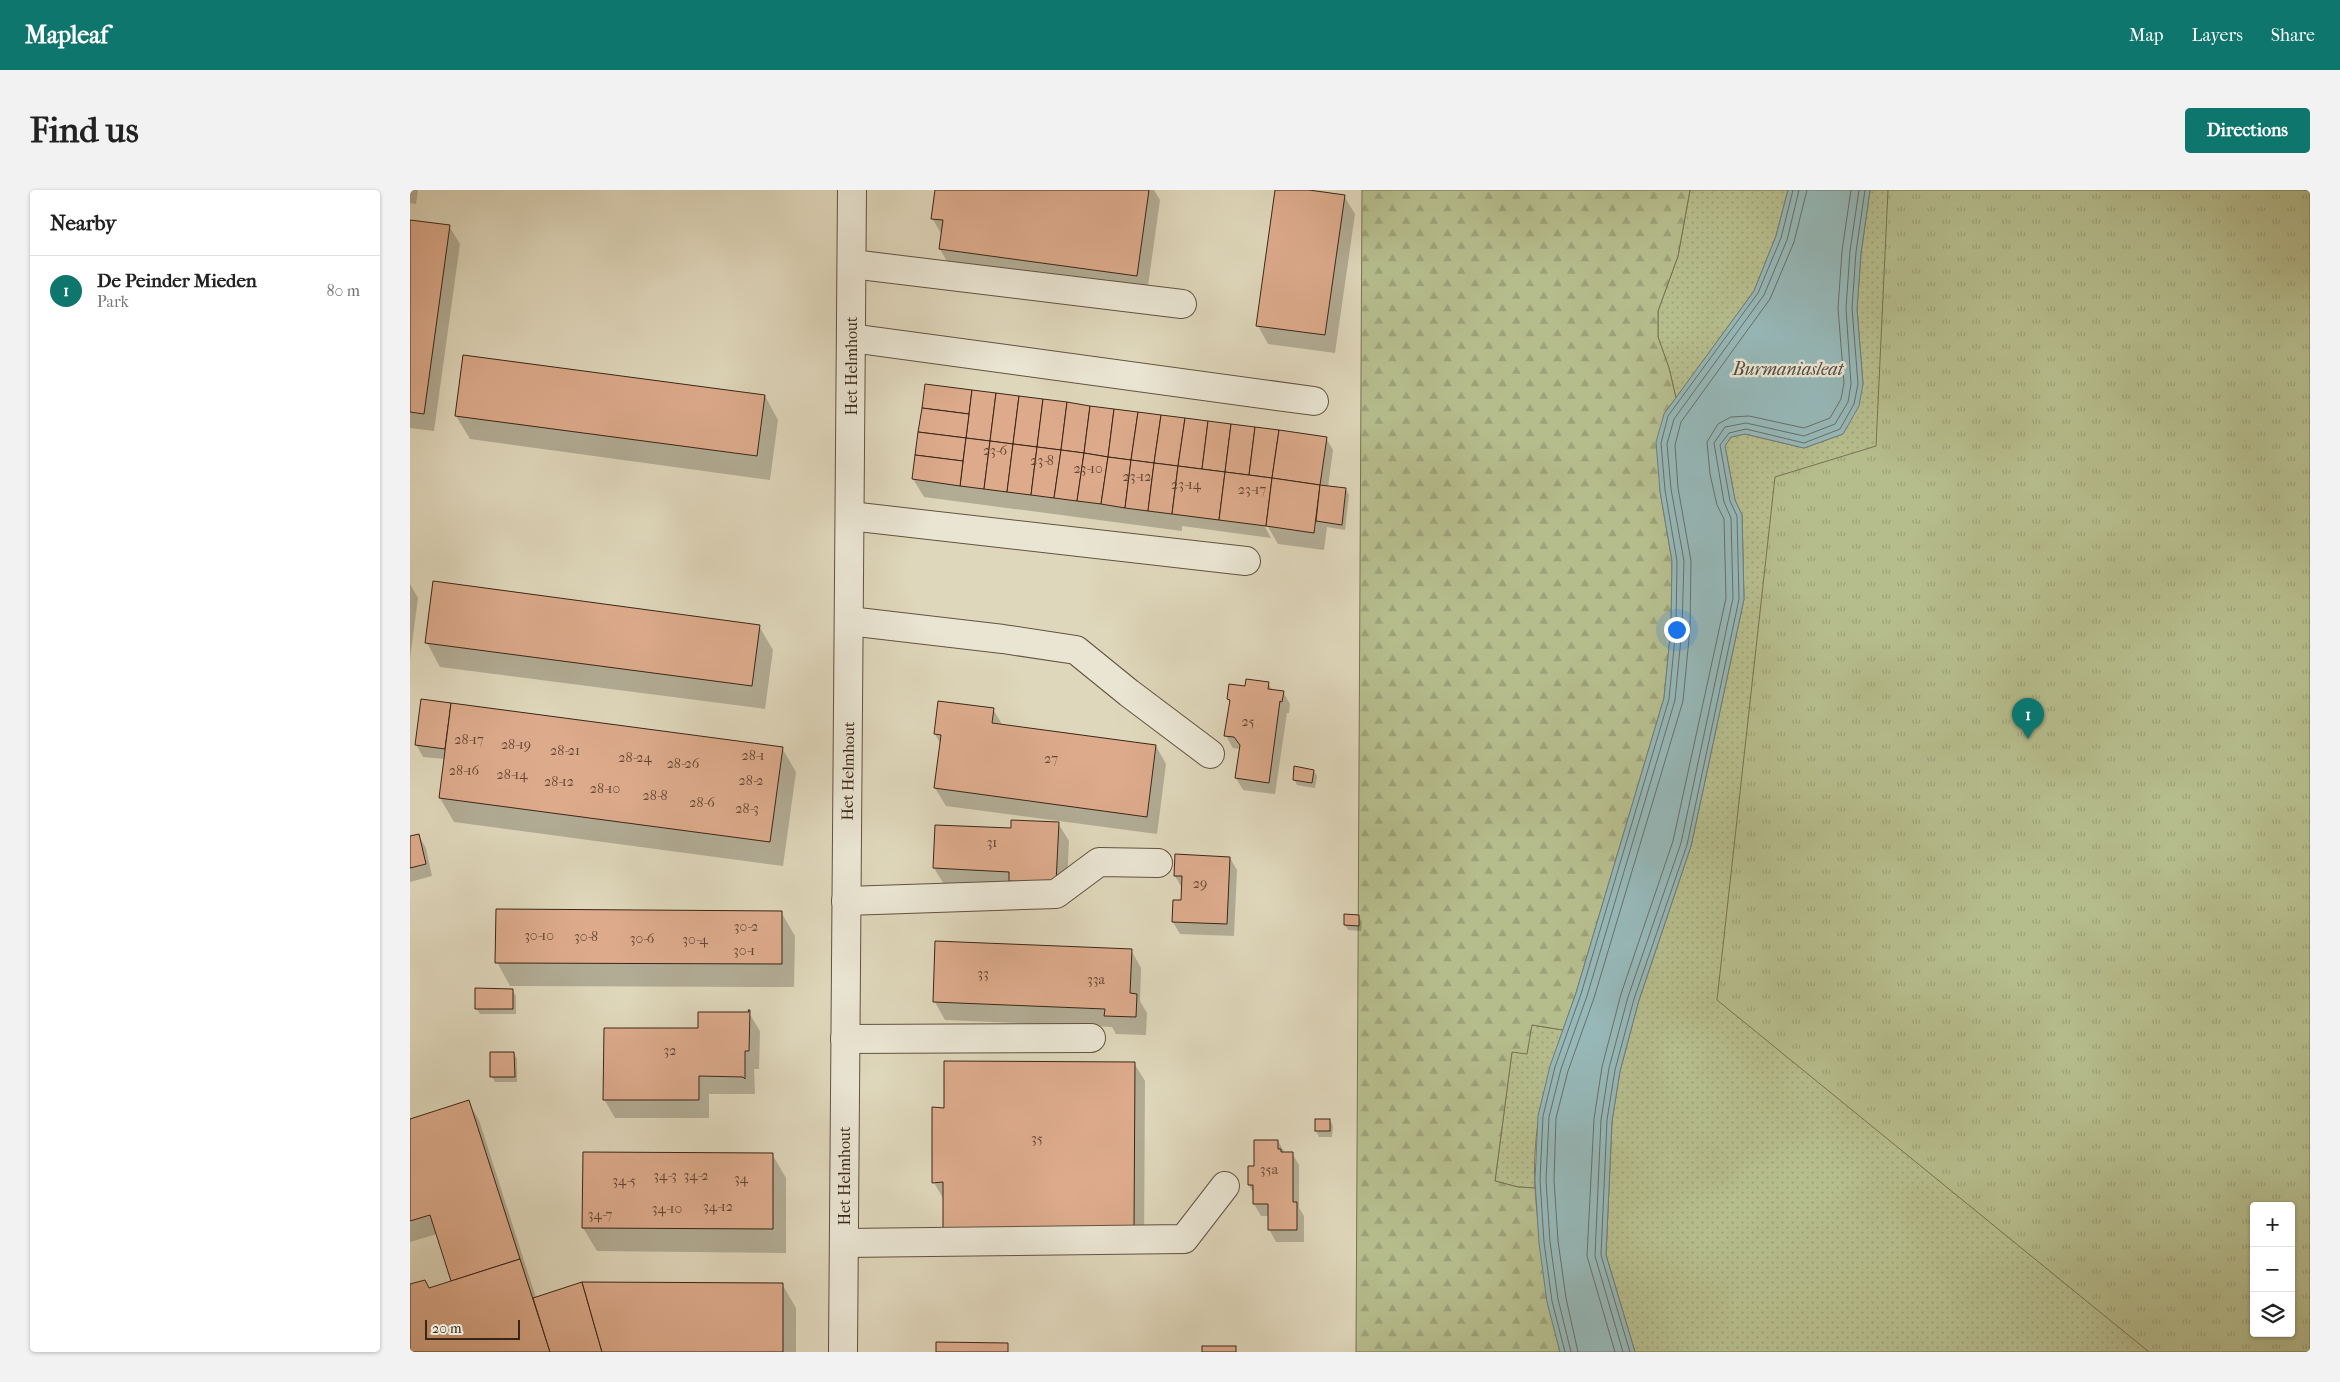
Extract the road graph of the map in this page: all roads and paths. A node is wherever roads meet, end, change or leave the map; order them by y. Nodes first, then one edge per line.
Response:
1 (852, 190) edge
2 (852, 264) junction
3 (1182, 304) dead end
4 (851, 338) junction
5 (1314, 401) dead end
6 (850, 516) junction
7 (1246, 561) dead end
8 (849, 621) junction
9 (1210, 754) dead end
10 (1158, 863) dead end
11 (846, 901) junction
12 (1091, 1038) dead end
13 (845, 1039) junction
14 (1225, 1186) dead end
15 (844, 1243) junction
16 (844, 1352) edge

1 - 2 street, Het Helmhout
2 - 3 street
2 - 4 street, Het Helmhout
4 - 5 street
4 - 6 street, Het Helmhout
6 - 7 street
6 - 8 street, Het Helmhout
8 - 9 street
8 - 11 street, Het Helmhout
10 - 11 street
11 - 13 street, Het Helmhout
12 - 13 street
13 - 15 street, Het Helmhout
14 - 15 street
15 - 16 street, Het Helmhout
══════════
● What you will do
Your answer must be an exact repeat of the records above, with no pictures in it.

● Exercise response
Extract the road graph of the map in this page: all roads and paths. A node is wherever roads meet, end, change or leave the map; order them by y. Nodes first, then one edge per line.
Response:
1 (852, 190) edge
2 (852, 264) junction
3 (1182, 304) dead end
4 (851, 338) junction
5 (1314, 401) dead end
6 (850, 516) junction
7 (1246, 561) dead end
8 (849, 621) junction
9 (1210, 754) dead end
10 (1158, 863) dead end
11 (846, 901) junction
12 (1091, 1038) dead end
13 (845, 1039) junction
14 (1225, 1186) dead end
15 (844, 1243) junction
16 (844, 1352) edge

1 - 2 street, Het Helmhout
2 - 3 street
2 - 4 street, Het Helmhout
4 - 5 street
4 - 6 street, Het Helmhout
6 - 7 street
6 - 8 street, Het Helmhout
8 - 9 street
8 - 11 street, Het Helmhout
10 - 11 street
11 - 13 street, Het Helmhout
12 - 13 street
13 - 15 street, Het Helmhout
14 - 15 street
15 - 16 street, Het Helmhout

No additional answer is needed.